While other people watch reality shows, a marketing specialist in Michigan who goes by the name “Bcclist” spends time in his yard, calculating Trayvon Martin’s last steps with a tape measure and smartphone stop watch.
He is joined on the Internet by Dave Turner, an Illinois man who had his sons yell in the dark from a distance of 30 feet to see whether he could tell which one cried for help.
Both men are often guided by the work of “Tchoupi,” an engineer with a Ph.D. in physics who has spent countless hours making maps, analyzing witness statements and fleeting headlight patterns in surveillance videos to compute George Zimmerman’s moves the night he killed Trayvon.
The three are among a growing group of people on the Internet so fascinated by the mystery of the killing that captivated the nation that they are out to crack the case themselves.
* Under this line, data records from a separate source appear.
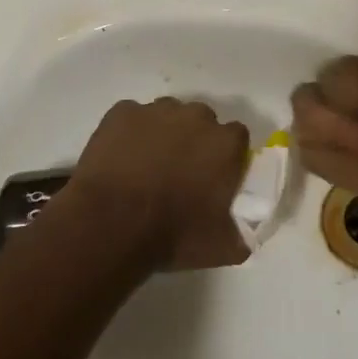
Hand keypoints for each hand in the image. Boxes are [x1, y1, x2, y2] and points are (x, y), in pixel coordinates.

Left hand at [66, 98, 251, 270]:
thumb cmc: (173, 234)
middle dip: (195, 140)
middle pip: (202, 121)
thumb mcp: (223, 247)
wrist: (110, 225)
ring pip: (167, 115)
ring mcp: (156, 111)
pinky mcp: (122, 112)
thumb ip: (243, 235)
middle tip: (180, 172)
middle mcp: (196, 116)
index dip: (226, 155)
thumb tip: (247, 236)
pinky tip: (122, 158)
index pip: (237, 138)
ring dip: (163, 133)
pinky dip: (130, 132)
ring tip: (147, 166)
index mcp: (226, 143)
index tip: (215, 177)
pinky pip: (132, 117)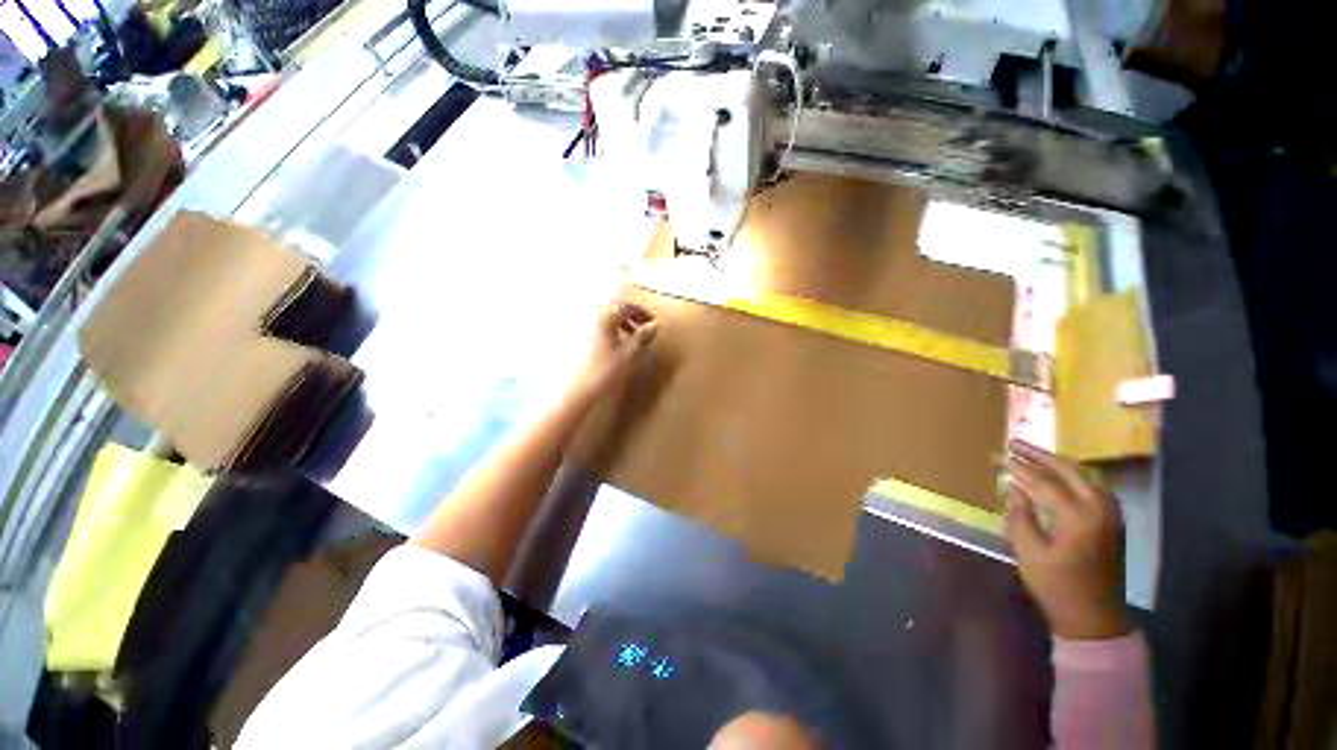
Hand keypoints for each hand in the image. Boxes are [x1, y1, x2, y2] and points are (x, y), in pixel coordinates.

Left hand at [571, 302, 658, 400]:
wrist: (580, 389)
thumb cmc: (606, 370)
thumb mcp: (630, 353)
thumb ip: (643, 336)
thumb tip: (655, 324)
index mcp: (605, 317)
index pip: (627, 306)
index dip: (642, 312)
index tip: (652, 322)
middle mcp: (593, 317)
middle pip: (615, 309)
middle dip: (631, 315)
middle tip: (643, 326)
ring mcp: (584, 327)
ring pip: (607, 317)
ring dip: (621, 322)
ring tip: (631, 336)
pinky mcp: (580, 338)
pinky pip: (599, 325)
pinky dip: (611, 328)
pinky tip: (616, 343)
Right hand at [1005, 440, 1128, 640]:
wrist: (1095, 615)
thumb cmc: (1056, 585)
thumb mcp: (1028, 552)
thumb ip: (1020, 515)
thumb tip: (1014, 488)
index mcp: (1077, 517)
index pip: (1043, 482)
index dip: (1018, 468)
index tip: (998, 456)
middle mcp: (1099, 508)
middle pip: (1068, 470)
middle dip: (1039, 454)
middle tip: (1013, 442)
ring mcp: (1110, 513)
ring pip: (1082, 475)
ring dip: (1054, 463)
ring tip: (1030, 454)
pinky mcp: (1112, 520)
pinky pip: (1089, 486)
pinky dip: (1069, 476)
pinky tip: (1054, 475)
They listen to jailhouse calls, pore over witness statements, study evidentiary documents and measure walking speeds.
After hundreds of hours going through the records, some believe they have debunked Zimmerman’s account of what happened that rainy Feb. 26 night in a gated community in Sanford, when the former neighborhood watch volunteer says he was jumped by Trayvon and was forced to kill him during a struggle. Others say the same evidence points a finger at Trayvon, the 17-year-old Miami Gardens high school junior who they believe contributed to his own death. Zimmerman has been charged with second-degree murder.
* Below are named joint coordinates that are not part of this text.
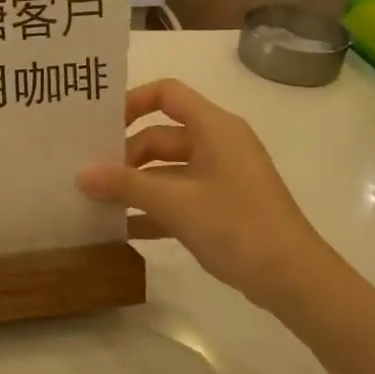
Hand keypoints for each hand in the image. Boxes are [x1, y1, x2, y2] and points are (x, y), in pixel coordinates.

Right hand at [76, 79, 330, 309]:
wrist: (294, 279)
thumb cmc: (236, 225)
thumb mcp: (174, 202)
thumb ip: (125, 185)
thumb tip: (80, 175)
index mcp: (214, 128)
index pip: (167, 94)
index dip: (132, 101)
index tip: (101, 126)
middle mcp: (218, 144)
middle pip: (161, 136)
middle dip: (126, 155)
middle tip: (90, 176)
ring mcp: (222, 176)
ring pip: (168, 170)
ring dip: (136, 185)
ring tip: (97, 202)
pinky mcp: (223, 207)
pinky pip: (180, 197)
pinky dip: (154, 209)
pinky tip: (124, 229)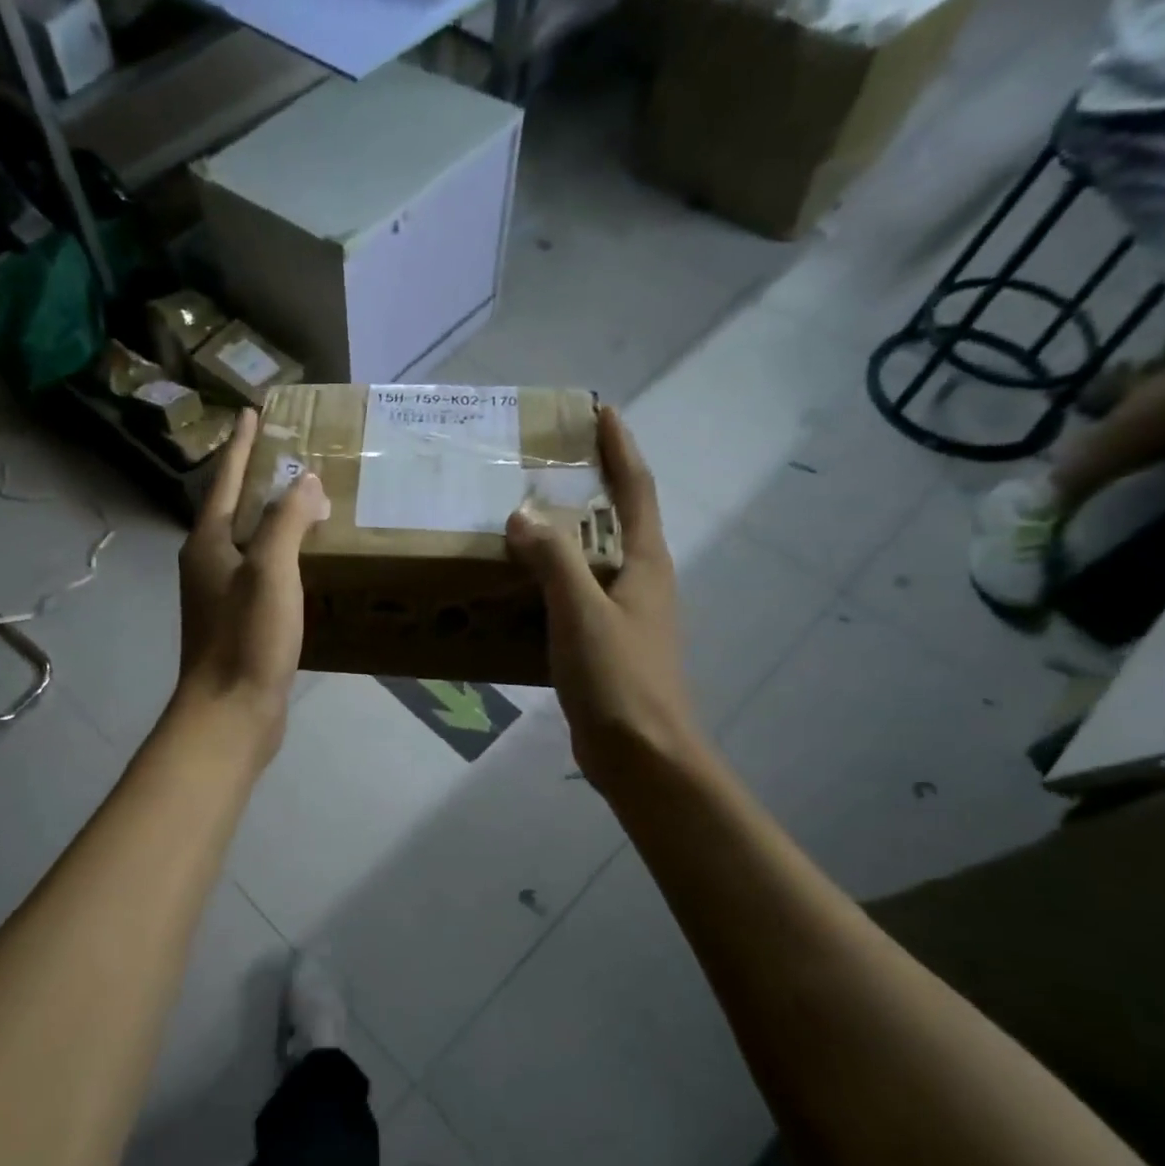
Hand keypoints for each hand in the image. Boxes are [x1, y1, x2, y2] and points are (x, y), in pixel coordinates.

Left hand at [174, 409, 329, 757]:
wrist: (230, 711)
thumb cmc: (247, 637)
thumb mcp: (270, 571)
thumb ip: (286, 521)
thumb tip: (305, 481)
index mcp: (208, 543)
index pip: (225, 481)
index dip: (241, 446)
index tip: (253, 413)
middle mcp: (208, 563)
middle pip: (232, 508)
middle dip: (256, 478)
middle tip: (288, 453)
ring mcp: (221, 595)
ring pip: (248, 542)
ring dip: (271, 518)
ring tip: (303, 500)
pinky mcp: (239, 622)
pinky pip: (261, 573)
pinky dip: (281, 556)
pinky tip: (304, 560)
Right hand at [505, 405, 702, 795]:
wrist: (642, 754)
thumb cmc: (619, 678)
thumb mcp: (581, 612)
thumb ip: (553, 559)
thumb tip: (522, 514)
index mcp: (645, 563)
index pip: (636, 489)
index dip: (620, 448)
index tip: (601, 411)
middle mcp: (641, 581)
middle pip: (618, 519)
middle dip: (590, 485)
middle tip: (545, 464)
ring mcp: (625, 615)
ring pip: (594, 559)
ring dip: (567, 534)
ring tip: (523, 518)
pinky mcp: (605, 645)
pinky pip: (576, 596)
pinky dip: (551, 580)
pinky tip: (519, 585)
Experts say the amateur sleuths may very well be the new-media reality for high-profile criminal cases in Florida, where extraordinary public records laws make evidence widely available before trial. In a big case such as this one, prosecutors provide information electronically, meaning anyone with Internet access can comb through the evidence. The bloggers say their intense interest in the case underscores a deep-seated distrust in both law enforcement and the mainstream media, who they blame for shoddy coverage and poor analysis of the facts.
Florida’s “trials of the century” take place so publicly that the exposure of evidence raises profound questions about whether the public’s right to know has trumped a defendant’s constitutional right to a fair trial. With such a serious risk of jury pool contamination, Zimmerman’s attorney jumped into the fray to be sure that the evidence favorable to the defense was reviewed on the blogosphere, too.
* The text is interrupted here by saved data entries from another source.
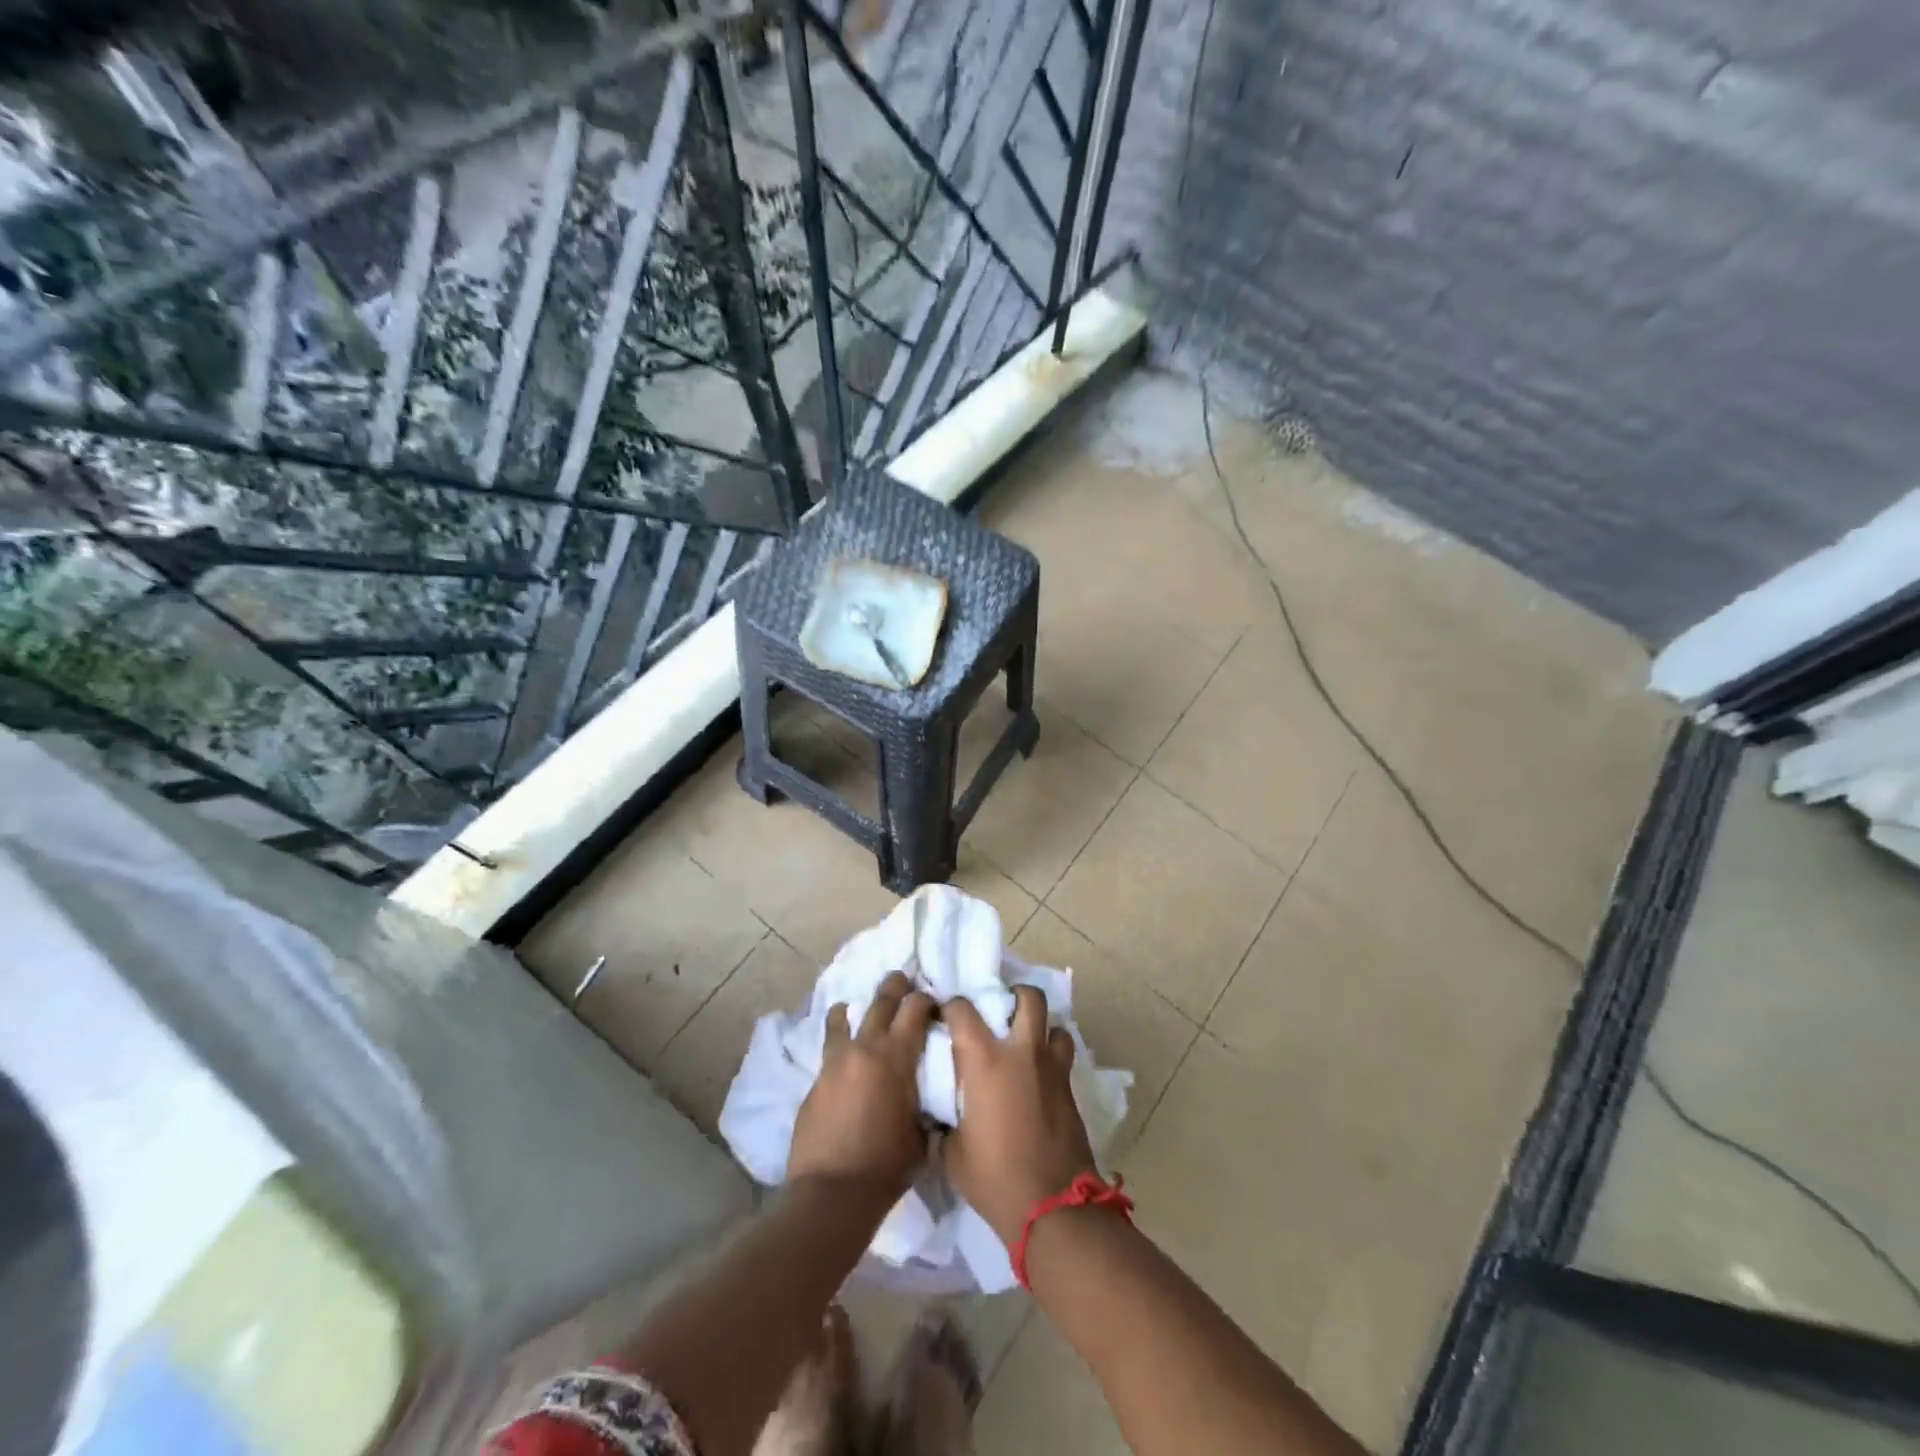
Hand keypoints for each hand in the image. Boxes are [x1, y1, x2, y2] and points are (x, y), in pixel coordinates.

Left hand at [789, 971, 935, 1198]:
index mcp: (897, 1056)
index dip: (927, 999)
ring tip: (851, 1007)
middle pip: (881, 1001)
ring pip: (841, 1019)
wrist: (833, 1193)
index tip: (934, 1001)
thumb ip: (925, 1104)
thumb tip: (929, 1095)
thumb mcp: (922, 1134)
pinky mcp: (814, 1081)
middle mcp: (865, 1048)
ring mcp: (835, 1062)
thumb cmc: (887, 1166)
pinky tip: (840, 1057)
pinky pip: (828, 1051)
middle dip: (895, 986)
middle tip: (902, 978)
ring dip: (851, 1010)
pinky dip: (836, 1046)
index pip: (916, 1008)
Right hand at [942, 986, 1098, 1246]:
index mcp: (985, 1061)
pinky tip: (1039, 1077)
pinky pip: (1063, 1057)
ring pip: (1056, 1025)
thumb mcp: (952, 1153)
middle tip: (1000, 1012)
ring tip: (1027, 1042)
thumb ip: (944, 1120)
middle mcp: (1021, 1053)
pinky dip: (1052, 1057)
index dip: (951, 1007)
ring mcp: (1052, 1069)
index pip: (963, 1009)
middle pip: (1028, 998)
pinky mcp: (1070, 1090)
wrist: (1052, 1207)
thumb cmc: (994, 1178)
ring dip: (1042, 1028)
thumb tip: (938, 1113)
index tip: (944, 1016)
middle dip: (1015, 996)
Dissing the mainstream media
“The mainstream media overlooked everything,” said Turner, a member of a crime forum called Justice Quest. “Did you really do your job if you didn’t look at the evidence?”
Bcclist listened to hours and hours of car commercials, so he could figure out from the beeping open-door sound recorded in Zimmerman’s call to police what kind of car he drove before that detail became widely known. Criminal defense attorney Jeralyn Merritt, who blogs at TalkLeft.com, seems embarrassed when she admits to spending a recent seven-hour drive listening to the jailhouse recordings of Zimmerman chatting on the phone with his wife and sister. Two citizen journalists in Texas created a site — www.theyalwaysgetaway.com — where they have posted most of the material made available in the case.